## ABOUT THIS EXERCISE
Return only the lines of the listing below that run from the line with "Build a routing" through the line with "Road topology of", both ends included, exactly as written.

━━ EXCERPTED RECORDS ━━

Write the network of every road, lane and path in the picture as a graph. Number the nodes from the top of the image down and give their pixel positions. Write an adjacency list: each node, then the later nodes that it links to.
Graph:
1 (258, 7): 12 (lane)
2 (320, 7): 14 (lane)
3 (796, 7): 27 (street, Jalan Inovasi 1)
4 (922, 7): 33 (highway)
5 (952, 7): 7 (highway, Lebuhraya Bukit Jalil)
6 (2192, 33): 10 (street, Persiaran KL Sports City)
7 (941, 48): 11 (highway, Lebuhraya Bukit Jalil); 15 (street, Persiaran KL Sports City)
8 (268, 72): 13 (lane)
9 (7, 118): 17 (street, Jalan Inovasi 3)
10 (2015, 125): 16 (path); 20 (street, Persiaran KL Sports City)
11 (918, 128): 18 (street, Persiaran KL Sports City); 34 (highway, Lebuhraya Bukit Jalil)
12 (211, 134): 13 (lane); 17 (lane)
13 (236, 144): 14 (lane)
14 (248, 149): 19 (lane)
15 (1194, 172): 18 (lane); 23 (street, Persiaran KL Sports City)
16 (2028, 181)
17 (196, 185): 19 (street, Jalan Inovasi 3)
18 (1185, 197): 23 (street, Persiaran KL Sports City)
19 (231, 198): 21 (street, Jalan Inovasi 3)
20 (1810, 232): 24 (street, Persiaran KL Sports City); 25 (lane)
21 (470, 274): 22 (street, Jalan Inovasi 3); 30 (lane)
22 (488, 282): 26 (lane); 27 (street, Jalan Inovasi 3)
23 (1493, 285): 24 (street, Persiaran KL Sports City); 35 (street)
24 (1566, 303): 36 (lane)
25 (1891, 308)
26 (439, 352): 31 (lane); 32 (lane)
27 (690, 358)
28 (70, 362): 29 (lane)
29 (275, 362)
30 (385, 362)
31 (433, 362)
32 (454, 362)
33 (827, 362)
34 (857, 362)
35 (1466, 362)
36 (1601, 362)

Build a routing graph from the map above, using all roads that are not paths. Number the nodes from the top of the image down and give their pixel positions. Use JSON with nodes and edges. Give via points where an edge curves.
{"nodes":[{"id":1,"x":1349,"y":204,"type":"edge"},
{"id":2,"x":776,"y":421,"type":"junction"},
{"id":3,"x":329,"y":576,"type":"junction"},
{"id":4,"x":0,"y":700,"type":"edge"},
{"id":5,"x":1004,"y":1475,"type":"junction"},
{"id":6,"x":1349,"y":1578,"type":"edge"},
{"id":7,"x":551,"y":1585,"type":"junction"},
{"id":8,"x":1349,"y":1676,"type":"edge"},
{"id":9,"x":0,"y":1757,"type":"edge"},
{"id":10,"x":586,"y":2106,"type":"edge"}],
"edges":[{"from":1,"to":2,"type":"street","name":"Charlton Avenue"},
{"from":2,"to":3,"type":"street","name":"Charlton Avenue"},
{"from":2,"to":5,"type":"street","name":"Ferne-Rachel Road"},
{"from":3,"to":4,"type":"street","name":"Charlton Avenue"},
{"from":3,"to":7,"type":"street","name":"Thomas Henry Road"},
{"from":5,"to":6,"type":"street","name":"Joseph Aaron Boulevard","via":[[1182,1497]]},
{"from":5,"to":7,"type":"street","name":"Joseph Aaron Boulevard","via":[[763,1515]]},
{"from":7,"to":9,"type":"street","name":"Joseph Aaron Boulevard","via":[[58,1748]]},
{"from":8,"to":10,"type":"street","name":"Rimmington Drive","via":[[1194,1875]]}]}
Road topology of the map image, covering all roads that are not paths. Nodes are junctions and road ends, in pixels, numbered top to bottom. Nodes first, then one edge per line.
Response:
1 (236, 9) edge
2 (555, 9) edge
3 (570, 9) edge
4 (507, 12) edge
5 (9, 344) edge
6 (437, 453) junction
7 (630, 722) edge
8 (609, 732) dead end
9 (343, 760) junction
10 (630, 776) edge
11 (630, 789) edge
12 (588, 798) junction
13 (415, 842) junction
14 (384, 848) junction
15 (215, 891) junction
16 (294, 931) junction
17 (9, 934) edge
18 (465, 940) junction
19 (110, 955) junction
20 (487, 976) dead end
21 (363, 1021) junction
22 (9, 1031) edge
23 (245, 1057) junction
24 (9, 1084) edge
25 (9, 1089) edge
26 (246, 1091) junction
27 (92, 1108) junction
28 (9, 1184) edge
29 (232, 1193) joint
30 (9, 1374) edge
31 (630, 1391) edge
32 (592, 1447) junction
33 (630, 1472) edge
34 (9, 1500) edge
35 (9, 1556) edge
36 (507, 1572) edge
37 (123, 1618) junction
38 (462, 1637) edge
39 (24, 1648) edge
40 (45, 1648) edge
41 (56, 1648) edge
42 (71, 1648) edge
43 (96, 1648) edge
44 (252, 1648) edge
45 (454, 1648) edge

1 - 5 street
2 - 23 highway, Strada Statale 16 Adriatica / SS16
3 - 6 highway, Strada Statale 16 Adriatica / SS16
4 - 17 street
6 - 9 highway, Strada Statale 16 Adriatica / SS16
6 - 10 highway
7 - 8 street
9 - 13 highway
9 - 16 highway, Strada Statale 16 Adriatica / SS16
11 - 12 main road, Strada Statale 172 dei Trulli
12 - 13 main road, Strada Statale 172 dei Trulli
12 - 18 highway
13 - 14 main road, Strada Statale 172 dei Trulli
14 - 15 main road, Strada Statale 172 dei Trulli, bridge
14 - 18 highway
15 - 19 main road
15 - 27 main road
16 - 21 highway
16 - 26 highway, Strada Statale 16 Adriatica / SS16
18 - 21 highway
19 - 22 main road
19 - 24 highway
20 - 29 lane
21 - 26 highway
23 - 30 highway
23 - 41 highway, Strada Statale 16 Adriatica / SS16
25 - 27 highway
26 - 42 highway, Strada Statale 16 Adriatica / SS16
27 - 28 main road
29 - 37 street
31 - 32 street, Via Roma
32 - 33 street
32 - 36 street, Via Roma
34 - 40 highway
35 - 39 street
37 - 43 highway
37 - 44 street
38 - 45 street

━━━

## SOLUTION TO THIS EXERCISE
Build a routing graph from the map above, using all roads that are not paths. Number the nodes from the top of the image down and give their pixel positions. Use JSON with nodes and edges. Give via points where an edge curves.
{"nodes":[{"id":1,"x":1349,"y":204,"type":"edge"},
{"id":2,"x":776,"y":421,"type":"junction"},
{"id":3,"x":329,"y":576,"type":"junction"},
{"id":4,"x":0,"y":700,"type":"edge"},
{"id":5,"x":1004,"y":1475,"type":"junction"},
{"id":6,"x":1349,"y":1578,"type":"edge"},
{"id":7,"x":551,"y":1585,"type":"junction"},
{"id":8,"x":1349,"y":1676,"type":"edge"},
{"id":9,"x":0,"y":1757,"type":"edge"},
{"id":10,"x":586,"y":2106,"type":"edge"}],
"edges":[{"from":1,"to":2,"type":"street","name":"Charlton Avenue"},
{"from":2,"to":3,"type":"street","name":"Charlton Avenue"},
{"from":2,"to":5,"type":"street","name":"Ferne-Rachel Road"},
{"from":3,"to":4,"type":"street","name":"Charlton Avenue"},
{"from":3,"to":7,"type":"street","name":"Thomas Henry Road"},
{"from":5,"to":6,"type":"street","name":"Joseph Aaron Boulevard","via":[[1182,1497]]},
{"from":5,"to":7,"type":"street","name":"Joseph Aaron Boulevard","via":[[763,1515]]},
{"from":7,"to":9,"type":"street","name":"Joseph Aaron Boulevard","via":[[58,1748]]},
{"from":8,"to":10,"type":"street","name":"Rimmington Drive","via":[[1194,1875]]}]}
Road topology of the map image, covering all roads that are not paths. Nodes are junctions and road ends, in pixels, numbered top to bottom. Nodes first, then one edge per line.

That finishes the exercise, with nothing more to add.